Je comprends d’après les conversations que, avant que la vision ne commence, Jésus avait prêché et opéré des guérisons à Naïm, mais les pharisiens s’arrêtent peu à cela. En revanche, ils accablent de questions les habitants de Naïm pour obtenir des détails sur la maladie dont était mort Daniel, combien d’heures s’étaient écoulées entre sa mort et sa résurrection, si on l’avait complètement embaumé, etc., etc.
Jésus s’abstrait de toutes ces recherches et il parle avec le ressuscité qui va tout à fait bien et qui mange avec un appétit formidable. Mais un pharisien interpelle Jésus pour lui demander s’il était au courant de la maladie de Daniel.
« J’arrivais d’En-Dor tout à fait par hasard, car j’avais voulu faire plaisir à Judas comme je l’avais fait pour Jean. Je ne savais même pas que je devrais passer par Naïm quand j’ai commencé mon voyage pour le pèlerinage pascal, répond Jésus.
– Ah ! Tu n’étais pas allé exprès à En-Dor ? demande un scribe avec étonnement.
– Non. A ce moment-là, je n’avais pas la moindre intention de m’y rendre.
– Dans ce cas, pourquoi y es-tu allé ?
– Je l’ai dit : parce que Judas le désirait.
– Et pourquoi ce caprice ?
– Pour voir la grotte de la magicienne.
– Peut-être lui en avais-tu parlé…
– Jamais ! Je n’avais pas de raison de le faire.
– Je veux dire… peut-être as-tu expliqué par cet épisode d’autres sortilèges, pour initier tes disciples à…
– A quoi ? Pour initier à la sainteté, il n’est guère besoin de pèlerinages. Une cellule ou une lande déserte, un pic sur la montagne ou une maison solitaire convient aussi bien. Il suffit que celui qui enseigne fasse preuve d’austérité et de sainteté et que celui qui écoute ait la volonté de se sanctifier. Voilà ce que j’enseigne, et rien d’autre.
– Mais les miracles qu’ils font eux, les disciples, que sont-ils, sinon des prodiges et…
– Et volonté de Dieu. Cela seulement. Et plus ils deviendront saints, plus ils en accompliront. Par l’oraison, le sacrifice et l’obéissance à Dieu. Pas autrement.
– En es-tu sûr ? » demande un scribe qui, le menton dans la main, regarde Jésus par-dessous.
Son ton est discrètement ironique et même compatissant.

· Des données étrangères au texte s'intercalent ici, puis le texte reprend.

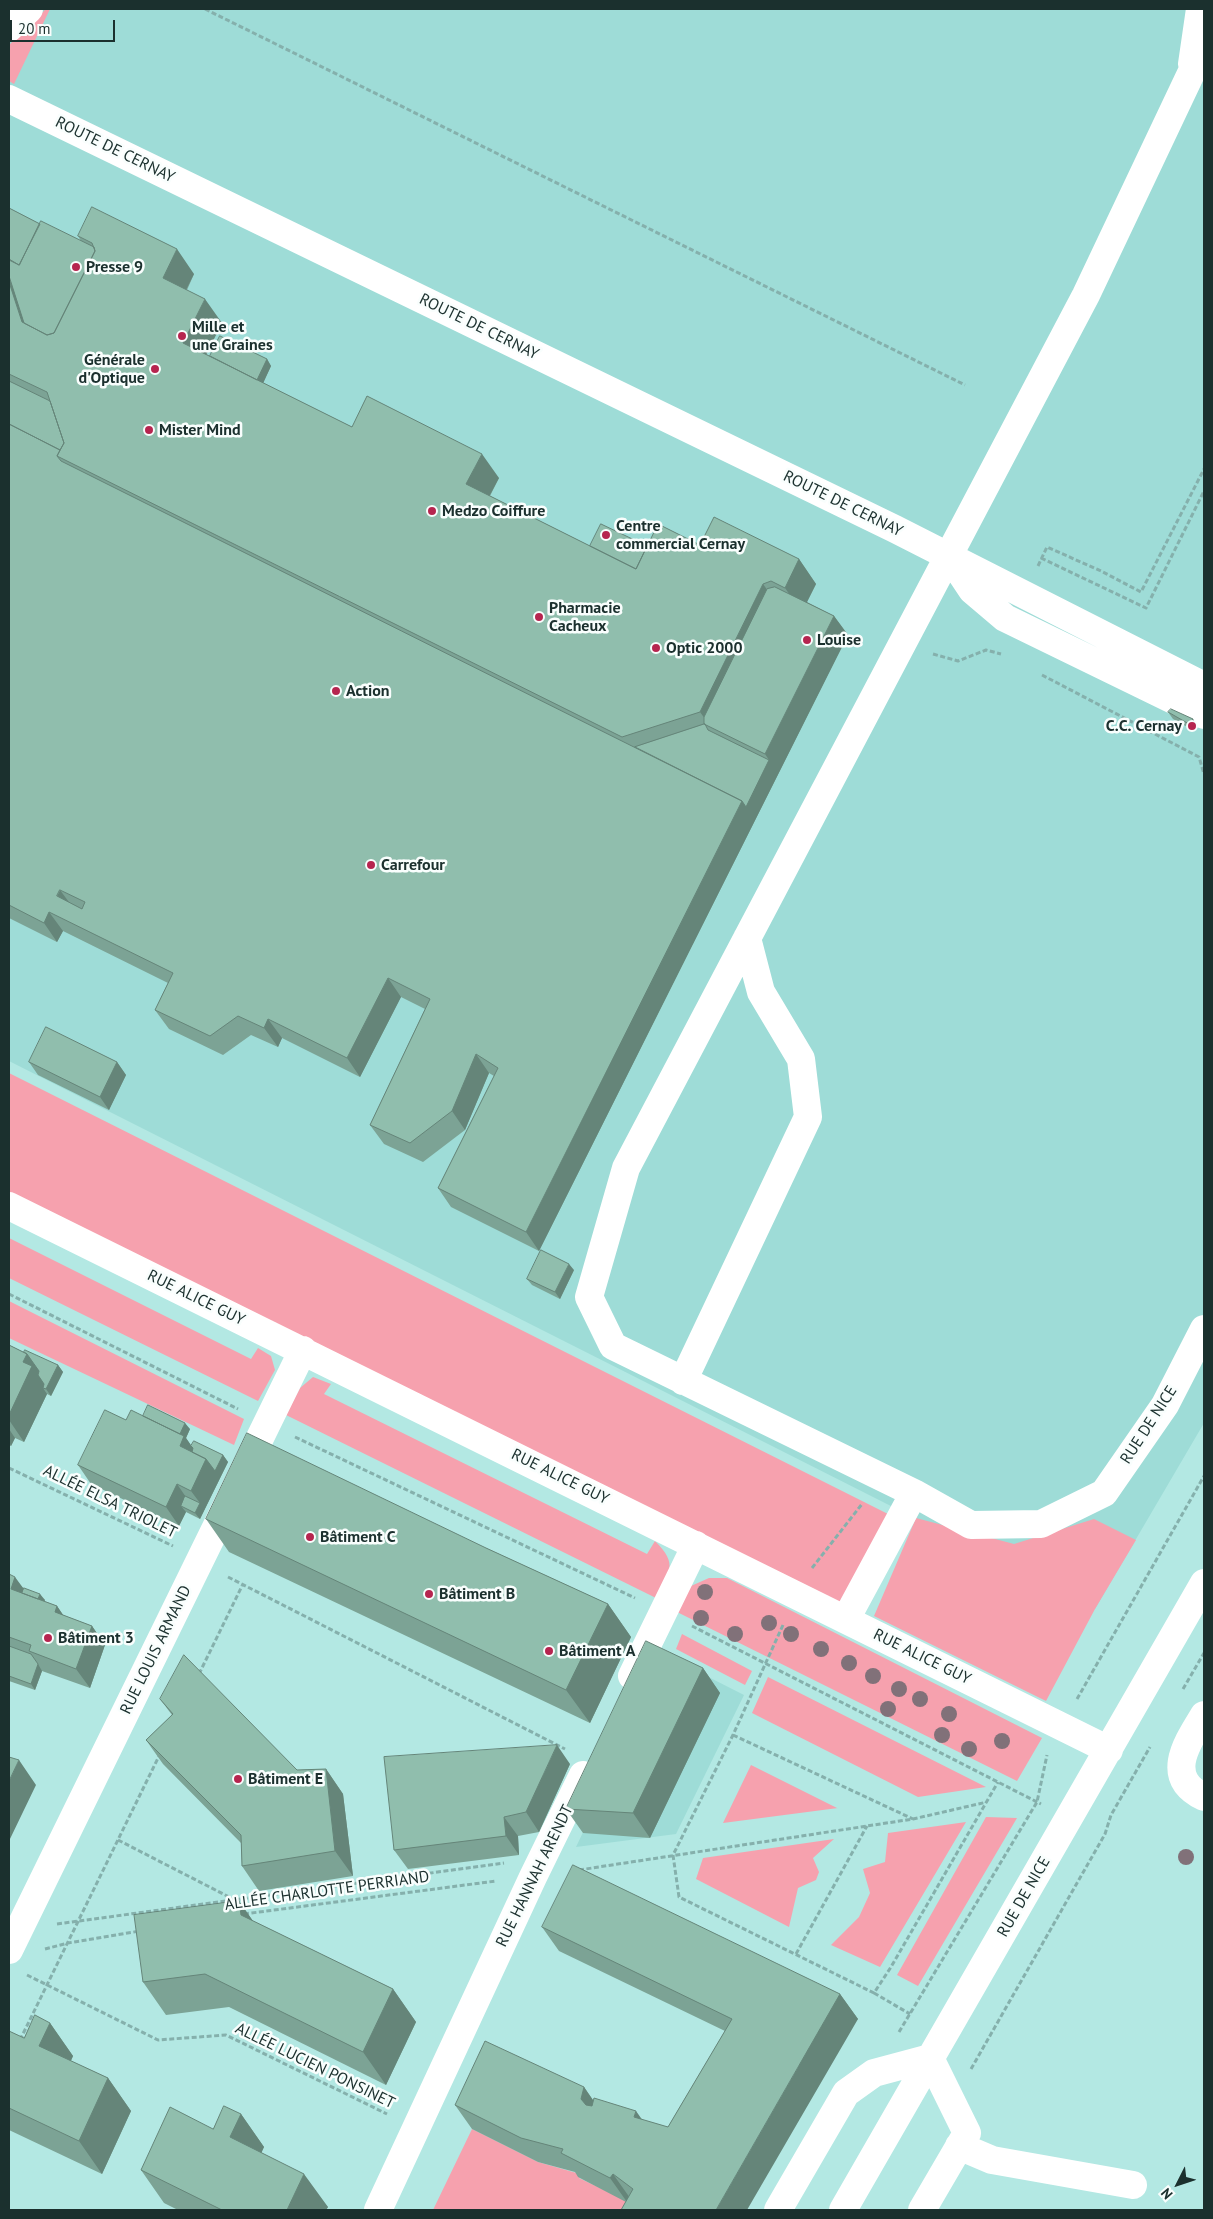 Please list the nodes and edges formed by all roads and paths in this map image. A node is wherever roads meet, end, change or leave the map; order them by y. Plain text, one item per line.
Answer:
1 (29, 9) edge
2 (205, 9) edge
3 (1200, 9) edge
4 (9, 28) edge
5 (1204, 46) edge
6 (1191, 70) junction
7 (9, 99) edge
8 (965, 385) dead end
9 (1204, 469) edge
10 (1204, 491) edge
11 (949, 555) junction
12 (904, 640) junction
13 (1002, 654) dead end
14 (1204, 686) edge
15 (1204, 715) edge
16 (747, 938) junction
17 (9, 1206) edge
18 (9, 1294) edge
19 (1204, 1329) edge
20 (302, 1350) junction
21 (684, 1381) junction
22 (267, 1424) junction
23 (9, 1468) edge
24 (1204, 1476) edge
25 (882, 1478) junction
26 (914, 1493) junction
27 (696, 1545) junction
28 (201, 1559) junction
29 (1204, 1583) edge
30 (242, 1586) junction
31 (798, 1595) junction
32 (664, 1612) junction
33 (846, 1619) junction
34 (764, 1664) junction
35 (195, 1682) edge
36 (620, 1700) edge
37 (1204, 1715) edge
38 (1062, 1726) junction
39 (733, 1735) junction
40 (1109, 1750) junction
41 (160, 1753) edge
42 (592, 1757) joint
43 (998, 1782) junction
44 (1204, 1798) edge
45 (987, 1802) junction
46 (1037, 1802) junction
47 (913, 1819) junction
48 (866, 1826) junction
49 (1105, 1834) dead end
50 (118, 1840) junction
51 (673, 1855) junction
52 (533, 1877) junction
53 (234, 1900) junction
54 (234, 1915) edge
55 (79, 1921) junction
56 (146, 1930) edge
57 (14, 1940) edge
58 (68, 1943) junction
59 (43, 1950) dead end
60 (796, 1954) junction
61 (24, 1973) dead end
62 (46, 1985) junction
63 (874, 1993) junction
64 (910, 2014) junction
65 (17, 2046) edge
66 (930, 2058) junction
67 (874, 2073) junction
68 (952, 2103) junction
69 (416, 2128) junction
70 (959, 2146) junction
71 (1133, 2185) dead end
72 (378, 2210) edge
73 (778, 2210) edge
74 (843, 2210) edge
75 (922, 2210) edge

1 - 4 street
2 - 8 path
3 - 6 street
5 - 6 street
6 - 11 street
7 - 11 street, ROUTE DE CERNAY
9 - 10 path
11 - 12 street
11 - 14 street, ROUTE DE CERNAY
11 - 15 street
12 - 13 path
12 - 16 street
16 - 21 street
16 - 21 street
17 - 20 street, RUE ALICE GUY
18 - 22 path
19 - 26 street, RUE DE NICE
20 - 22 street, RUE LOUIS ARMAND
20 - 27 street, RUE ALICE GUY
21 - 25 street
22 - 28 street, RUE LOUIS ARMAND
22 - 32 path
23 - 28 path, ALLÉE ELSA TRIOLET
24 - 38 path
25 - 26 street
25 - 31 path
26 - 33 street
27 - 31 street, RUE ALICE GUY
27 - 32 street
28 - 30 path, ALLÉE ELSA TRIOLET
28 - 57 street, RUE LOUIS ARMAND
29 - 40 street, RUE DE NICE
30 - 35 path
30 - 42 path, ALLÉE ELSA TRIOLET
31 - 33 street, RUE ALICE GUY
31 - 34 path
32 - 34 path
32 - 36 street
33 - 38 street, RUE ALICE GUY
34 - 39 path
34 - 43 path
37 - 44 street
38 - 40 street, RUE ALICE GUY
38 - 46 path
39 - 47 path
39 - 51 path
40 - 66 street, RUE DE NICE
41 - 50 path
42 - 52 street, RUE HANNAH ARENDT
43 - 45 path
43 - 46 path
45 - 47 path, ALLÉE CHARLOTTE PERRIAND
45 - 63 path
46 - 64 path
47 - 48 path, ALLÉE CHARLOTTE PERRIAND
48 - 51 path, ALLÉE CHARLOTTE PERRIAND
48 - 60 path
49 - 68 path
50 - 53 path
50 - 55 path
51 - 52 path, ALLÉE CHARLOTTE PERRIAND
51 - 60 path
52 - 53 path
52 - 54 path, ALLÉE CHARLOTTE PERRIAND
52 - 69 street, RUE HANNAH ARENDT
53 - 55 path
55 - 57 path
55 - 58 path
56 - 58 path
58 - 59 path
58 - 62 path
60 - 63 path
61 - 62 path, ALLÉE LUCIEN PONSINET
62 - 65 path
62 - 69 path, ALLÉE LUCIEN PONSINET
63 - 64 path
64 - 67 path
66 - 67 street
66 - 68 street
66 - 74 street, RUE DE NICE
67 - 73 street
68 - 70 street
69 - 72 street, RUE HANNAH ARENDT
70 - 71 street
70 - 75 street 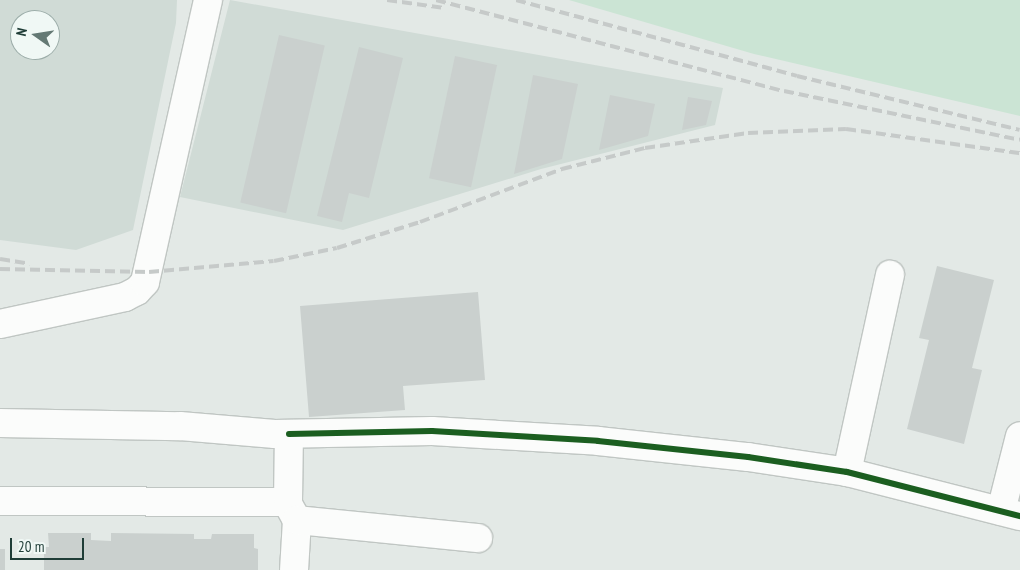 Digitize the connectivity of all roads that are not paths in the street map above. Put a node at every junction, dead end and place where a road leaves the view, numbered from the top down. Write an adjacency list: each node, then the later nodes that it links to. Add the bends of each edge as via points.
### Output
1 (208, 0): 3 (street, via 146,282 124,297)
2 (890, 275): 7 (street)
3 (0, 324)
4 (0, 423): 5 (street, via 180,426)
5 (290, 434): 7 (street, via 432,431 598,441 748,457); 9 (street)
6 (1020, 436): 10 (street)
7 (847, 472): 10 (street)
8 (0, 501): 9 (street)
9 (292, 511): 11 (street); 12 (street)
10 (1011, 513)
11 (478, 538)
12 (294, 570)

« Moi, je leur ai donné ces armes et cette doctrine. Si, par la suite, il se trouve l’un d’eux – et ils sont nombreux – qui s’abaisse à d’indignes pratiques, par orgueil ou autre vice, ce n’est pas de moi que sera venu le conseil. Je peux prier pour essayer de racheter le coupable. Je peux m’imposer de dures pénitences expiatoires pour obtenir de Dieu qu’il l’aide particulièrement par les lumières de sa sagesse à reconnaître son erreur. Je peux me jeter à ses pieds pour le supplier, de tout mon amour de Frère, de Maître, d’Ami, de renoncer à la faute. Et je ne penserais pas m’avilir en le faisant, car le prix d’une âme est tel qu’il vaut la peine de subir n’importe quelle humiliation pour obtenir cette âme. Mais je ne peux faire davantage. Et si malgré cela, la faute continue, mes yeux et mon cœur de Maître et d’Ami trahi et incompris répandront pleurs et sang. »
Quelle douceur et quelle tristesse dans la voix et dans l’attitude de Jésus !
Scribes et pharisiens se regardent. C’est tout un jeu de clins d’œil. Mais ils ne disent rien d’autre sur ce sujet.